#### GIVEN RECORDS
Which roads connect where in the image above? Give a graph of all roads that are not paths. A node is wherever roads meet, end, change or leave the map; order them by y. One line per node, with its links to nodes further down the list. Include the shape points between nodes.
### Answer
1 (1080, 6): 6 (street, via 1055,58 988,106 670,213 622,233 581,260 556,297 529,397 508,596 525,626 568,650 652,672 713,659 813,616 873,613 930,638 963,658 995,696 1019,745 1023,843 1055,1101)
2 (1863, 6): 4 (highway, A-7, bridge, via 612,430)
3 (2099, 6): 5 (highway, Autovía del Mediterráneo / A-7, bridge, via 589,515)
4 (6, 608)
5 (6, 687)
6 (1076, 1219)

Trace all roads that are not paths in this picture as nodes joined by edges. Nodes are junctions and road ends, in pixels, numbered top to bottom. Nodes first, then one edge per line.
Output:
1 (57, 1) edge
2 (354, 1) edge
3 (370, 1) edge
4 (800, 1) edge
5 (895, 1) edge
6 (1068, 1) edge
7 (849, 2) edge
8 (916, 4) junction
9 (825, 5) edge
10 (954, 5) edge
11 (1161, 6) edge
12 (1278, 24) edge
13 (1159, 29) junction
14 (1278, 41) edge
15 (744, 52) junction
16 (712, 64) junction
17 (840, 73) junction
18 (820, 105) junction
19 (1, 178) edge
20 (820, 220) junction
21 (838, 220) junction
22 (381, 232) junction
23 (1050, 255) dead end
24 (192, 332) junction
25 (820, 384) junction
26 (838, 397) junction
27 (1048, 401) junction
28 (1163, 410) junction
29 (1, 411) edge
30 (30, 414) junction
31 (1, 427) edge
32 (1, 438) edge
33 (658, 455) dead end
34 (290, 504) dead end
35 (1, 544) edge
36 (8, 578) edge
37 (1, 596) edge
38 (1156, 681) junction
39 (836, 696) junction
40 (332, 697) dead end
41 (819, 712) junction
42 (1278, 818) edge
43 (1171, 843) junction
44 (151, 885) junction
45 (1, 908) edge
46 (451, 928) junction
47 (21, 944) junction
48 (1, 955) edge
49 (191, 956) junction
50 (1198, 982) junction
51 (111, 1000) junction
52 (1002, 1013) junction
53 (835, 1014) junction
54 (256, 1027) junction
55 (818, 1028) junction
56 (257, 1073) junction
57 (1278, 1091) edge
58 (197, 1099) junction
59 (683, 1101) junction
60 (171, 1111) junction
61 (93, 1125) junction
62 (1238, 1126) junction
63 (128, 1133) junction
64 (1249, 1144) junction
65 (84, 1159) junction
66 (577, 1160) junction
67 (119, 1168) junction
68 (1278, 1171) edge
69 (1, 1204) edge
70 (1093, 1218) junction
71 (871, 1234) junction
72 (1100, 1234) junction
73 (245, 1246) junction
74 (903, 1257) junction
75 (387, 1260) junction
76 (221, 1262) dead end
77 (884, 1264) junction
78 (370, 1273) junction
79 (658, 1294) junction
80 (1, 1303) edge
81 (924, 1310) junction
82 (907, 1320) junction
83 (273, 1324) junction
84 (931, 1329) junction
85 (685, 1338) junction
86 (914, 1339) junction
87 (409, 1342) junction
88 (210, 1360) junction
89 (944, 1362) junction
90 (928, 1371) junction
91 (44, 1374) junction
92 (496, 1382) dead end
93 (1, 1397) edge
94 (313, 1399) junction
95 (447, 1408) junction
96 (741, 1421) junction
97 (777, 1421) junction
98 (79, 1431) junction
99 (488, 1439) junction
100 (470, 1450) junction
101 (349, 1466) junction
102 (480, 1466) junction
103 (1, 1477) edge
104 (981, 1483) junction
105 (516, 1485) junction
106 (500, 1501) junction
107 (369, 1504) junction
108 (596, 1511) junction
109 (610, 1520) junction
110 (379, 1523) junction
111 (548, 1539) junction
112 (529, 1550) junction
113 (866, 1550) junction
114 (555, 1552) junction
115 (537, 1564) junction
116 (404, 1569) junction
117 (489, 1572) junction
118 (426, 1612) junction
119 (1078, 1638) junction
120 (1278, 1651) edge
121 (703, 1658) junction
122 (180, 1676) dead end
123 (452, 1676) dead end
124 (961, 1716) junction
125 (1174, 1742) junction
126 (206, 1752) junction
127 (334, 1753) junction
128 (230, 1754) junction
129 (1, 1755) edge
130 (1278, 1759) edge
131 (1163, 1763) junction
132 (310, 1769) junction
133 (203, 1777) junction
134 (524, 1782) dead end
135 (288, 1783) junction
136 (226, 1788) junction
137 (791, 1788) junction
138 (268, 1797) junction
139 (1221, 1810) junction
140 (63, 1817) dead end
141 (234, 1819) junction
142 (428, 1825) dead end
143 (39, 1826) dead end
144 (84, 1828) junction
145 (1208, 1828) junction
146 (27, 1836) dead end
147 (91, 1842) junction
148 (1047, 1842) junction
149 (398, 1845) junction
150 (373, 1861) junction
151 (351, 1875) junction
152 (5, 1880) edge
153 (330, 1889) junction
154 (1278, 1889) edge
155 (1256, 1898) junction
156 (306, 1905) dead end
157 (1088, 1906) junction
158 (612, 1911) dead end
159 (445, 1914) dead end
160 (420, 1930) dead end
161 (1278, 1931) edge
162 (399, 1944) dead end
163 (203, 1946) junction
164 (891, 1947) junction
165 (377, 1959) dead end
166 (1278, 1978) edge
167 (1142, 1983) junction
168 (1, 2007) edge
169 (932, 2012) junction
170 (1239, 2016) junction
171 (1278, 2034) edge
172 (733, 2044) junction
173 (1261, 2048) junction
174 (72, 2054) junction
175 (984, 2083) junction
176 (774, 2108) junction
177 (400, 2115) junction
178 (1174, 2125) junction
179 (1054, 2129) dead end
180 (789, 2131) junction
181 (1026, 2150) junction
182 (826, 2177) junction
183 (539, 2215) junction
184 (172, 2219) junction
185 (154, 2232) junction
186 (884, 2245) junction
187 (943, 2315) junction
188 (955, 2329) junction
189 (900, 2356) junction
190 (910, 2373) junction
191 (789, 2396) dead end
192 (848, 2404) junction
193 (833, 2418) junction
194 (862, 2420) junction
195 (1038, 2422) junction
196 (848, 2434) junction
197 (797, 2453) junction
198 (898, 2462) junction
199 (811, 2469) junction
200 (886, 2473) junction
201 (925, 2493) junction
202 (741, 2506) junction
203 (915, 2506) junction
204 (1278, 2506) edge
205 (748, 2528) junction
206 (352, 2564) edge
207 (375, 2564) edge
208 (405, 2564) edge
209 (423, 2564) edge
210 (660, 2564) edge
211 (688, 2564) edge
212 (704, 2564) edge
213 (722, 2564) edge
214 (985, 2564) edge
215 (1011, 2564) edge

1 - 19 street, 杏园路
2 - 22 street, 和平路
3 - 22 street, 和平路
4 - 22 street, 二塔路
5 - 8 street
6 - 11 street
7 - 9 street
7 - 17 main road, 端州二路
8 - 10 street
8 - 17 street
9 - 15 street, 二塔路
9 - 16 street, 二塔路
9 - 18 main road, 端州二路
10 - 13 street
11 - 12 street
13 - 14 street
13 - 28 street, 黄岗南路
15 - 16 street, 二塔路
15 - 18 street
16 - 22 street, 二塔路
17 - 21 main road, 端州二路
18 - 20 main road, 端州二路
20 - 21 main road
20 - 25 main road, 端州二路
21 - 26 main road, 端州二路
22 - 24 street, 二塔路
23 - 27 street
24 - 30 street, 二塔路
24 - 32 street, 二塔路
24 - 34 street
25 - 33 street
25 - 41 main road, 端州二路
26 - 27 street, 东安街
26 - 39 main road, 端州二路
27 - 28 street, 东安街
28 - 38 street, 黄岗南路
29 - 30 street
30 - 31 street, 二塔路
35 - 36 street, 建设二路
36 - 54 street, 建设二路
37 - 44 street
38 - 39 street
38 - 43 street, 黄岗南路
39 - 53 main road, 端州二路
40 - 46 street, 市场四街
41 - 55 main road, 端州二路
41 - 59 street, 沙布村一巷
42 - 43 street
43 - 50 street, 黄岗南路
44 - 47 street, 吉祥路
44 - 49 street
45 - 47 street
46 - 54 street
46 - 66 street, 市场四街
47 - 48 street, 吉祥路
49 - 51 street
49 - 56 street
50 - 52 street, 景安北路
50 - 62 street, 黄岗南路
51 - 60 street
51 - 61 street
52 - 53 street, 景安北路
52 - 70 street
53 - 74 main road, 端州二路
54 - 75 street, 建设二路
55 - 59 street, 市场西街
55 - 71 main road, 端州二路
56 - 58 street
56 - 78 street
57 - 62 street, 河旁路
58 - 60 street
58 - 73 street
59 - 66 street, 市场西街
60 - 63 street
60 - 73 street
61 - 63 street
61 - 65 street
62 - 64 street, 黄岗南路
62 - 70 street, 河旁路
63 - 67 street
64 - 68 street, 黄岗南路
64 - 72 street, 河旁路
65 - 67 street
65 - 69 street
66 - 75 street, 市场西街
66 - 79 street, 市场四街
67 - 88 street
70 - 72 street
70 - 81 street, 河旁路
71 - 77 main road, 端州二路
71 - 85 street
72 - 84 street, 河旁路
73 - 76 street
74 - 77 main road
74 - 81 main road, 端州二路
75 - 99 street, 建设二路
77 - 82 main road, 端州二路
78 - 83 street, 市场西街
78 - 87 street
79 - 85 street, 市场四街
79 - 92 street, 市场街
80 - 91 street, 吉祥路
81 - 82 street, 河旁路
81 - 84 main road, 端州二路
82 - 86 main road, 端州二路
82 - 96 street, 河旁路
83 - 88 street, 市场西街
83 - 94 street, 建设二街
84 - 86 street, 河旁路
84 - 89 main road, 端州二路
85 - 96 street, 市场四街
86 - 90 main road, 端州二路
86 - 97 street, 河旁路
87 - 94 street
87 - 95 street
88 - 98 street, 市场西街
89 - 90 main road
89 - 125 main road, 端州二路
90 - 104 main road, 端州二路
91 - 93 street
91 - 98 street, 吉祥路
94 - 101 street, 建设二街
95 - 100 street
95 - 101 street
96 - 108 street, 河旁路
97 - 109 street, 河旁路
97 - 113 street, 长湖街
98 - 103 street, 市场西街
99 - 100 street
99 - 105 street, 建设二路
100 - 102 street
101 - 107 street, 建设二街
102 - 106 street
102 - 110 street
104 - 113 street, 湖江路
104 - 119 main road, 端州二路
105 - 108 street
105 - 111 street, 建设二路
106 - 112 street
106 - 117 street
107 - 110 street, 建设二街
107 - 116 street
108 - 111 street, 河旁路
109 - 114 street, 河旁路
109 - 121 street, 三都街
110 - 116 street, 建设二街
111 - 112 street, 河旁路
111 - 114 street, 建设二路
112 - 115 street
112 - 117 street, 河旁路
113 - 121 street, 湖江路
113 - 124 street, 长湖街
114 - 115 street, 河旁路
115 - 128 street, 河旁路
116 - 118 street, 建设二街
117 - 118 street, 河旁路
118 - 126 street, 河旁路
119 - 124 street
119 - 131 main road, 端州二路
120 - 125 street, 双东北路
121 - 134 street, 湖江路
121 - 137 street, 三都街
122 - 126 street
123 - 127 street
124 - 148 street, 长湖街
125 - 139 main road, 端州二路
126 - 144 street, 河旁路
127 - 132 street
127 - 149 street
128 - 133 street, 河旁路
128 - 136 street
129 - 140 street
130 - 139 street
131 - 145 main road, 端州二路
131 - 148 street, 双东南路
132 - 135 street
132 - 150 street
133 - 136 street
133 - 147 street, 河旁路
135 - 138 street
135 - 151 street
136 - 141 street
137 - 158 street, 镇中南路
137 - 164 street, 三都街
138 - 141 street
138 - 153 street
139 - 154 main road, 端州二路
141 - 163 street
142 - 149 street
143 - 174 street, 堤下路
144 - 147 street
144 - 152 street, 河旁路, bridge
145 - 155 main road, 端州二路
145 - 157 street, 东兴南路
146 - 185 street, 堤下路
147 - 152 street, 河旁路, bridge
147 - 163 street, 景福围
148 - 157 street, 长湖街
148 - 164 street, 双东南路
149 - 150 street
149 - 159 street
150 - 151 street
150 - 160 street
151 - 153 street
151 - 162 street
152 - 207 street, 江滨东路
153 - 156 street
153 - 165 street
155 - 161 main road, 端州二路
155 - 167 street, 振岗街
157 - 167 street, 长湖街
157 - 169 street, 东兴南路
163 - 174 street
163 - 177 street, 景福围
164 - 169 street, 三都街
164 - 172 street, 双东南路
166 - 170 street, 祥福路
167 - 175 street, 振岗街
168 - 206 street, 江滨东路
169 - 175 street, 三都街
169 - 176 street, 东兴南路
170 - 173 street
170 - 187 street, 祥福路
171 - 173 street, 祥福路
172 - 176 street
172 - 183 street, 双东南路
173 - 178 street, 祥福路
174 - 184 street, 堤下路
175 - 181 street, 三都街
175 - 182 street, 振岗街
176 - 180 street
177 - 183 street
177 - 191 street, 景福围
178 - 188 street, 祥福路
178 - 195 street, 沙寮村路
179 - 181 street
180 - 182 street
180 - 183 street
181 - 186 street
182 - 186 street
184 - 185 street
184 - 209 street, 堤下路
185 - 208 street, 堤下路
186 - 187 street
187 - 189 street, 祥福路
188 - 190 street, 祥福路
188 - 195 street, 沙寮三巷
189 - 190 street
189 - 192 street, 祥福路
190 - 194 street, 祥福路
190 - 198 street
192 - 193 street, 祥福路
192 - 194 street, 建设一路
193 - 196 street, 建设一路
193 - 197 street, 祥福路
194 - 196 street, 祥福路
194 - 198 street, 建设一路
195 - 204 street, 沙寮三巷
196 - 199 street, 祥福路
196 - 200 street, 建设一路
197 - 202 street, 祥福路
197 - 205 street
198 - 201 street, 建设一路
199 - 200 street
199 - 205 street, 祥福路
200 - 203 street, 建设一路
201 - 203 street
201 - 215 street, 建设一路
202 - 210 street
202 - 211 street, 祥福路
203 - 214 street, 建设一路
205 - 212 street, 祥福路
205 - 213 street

#### AIM OF THE TASK
Tally up how many lines in the preceding listing contain the word "东兴南路". Give nothing but the number.

#### OUTPUT OF THE EXERCISE
3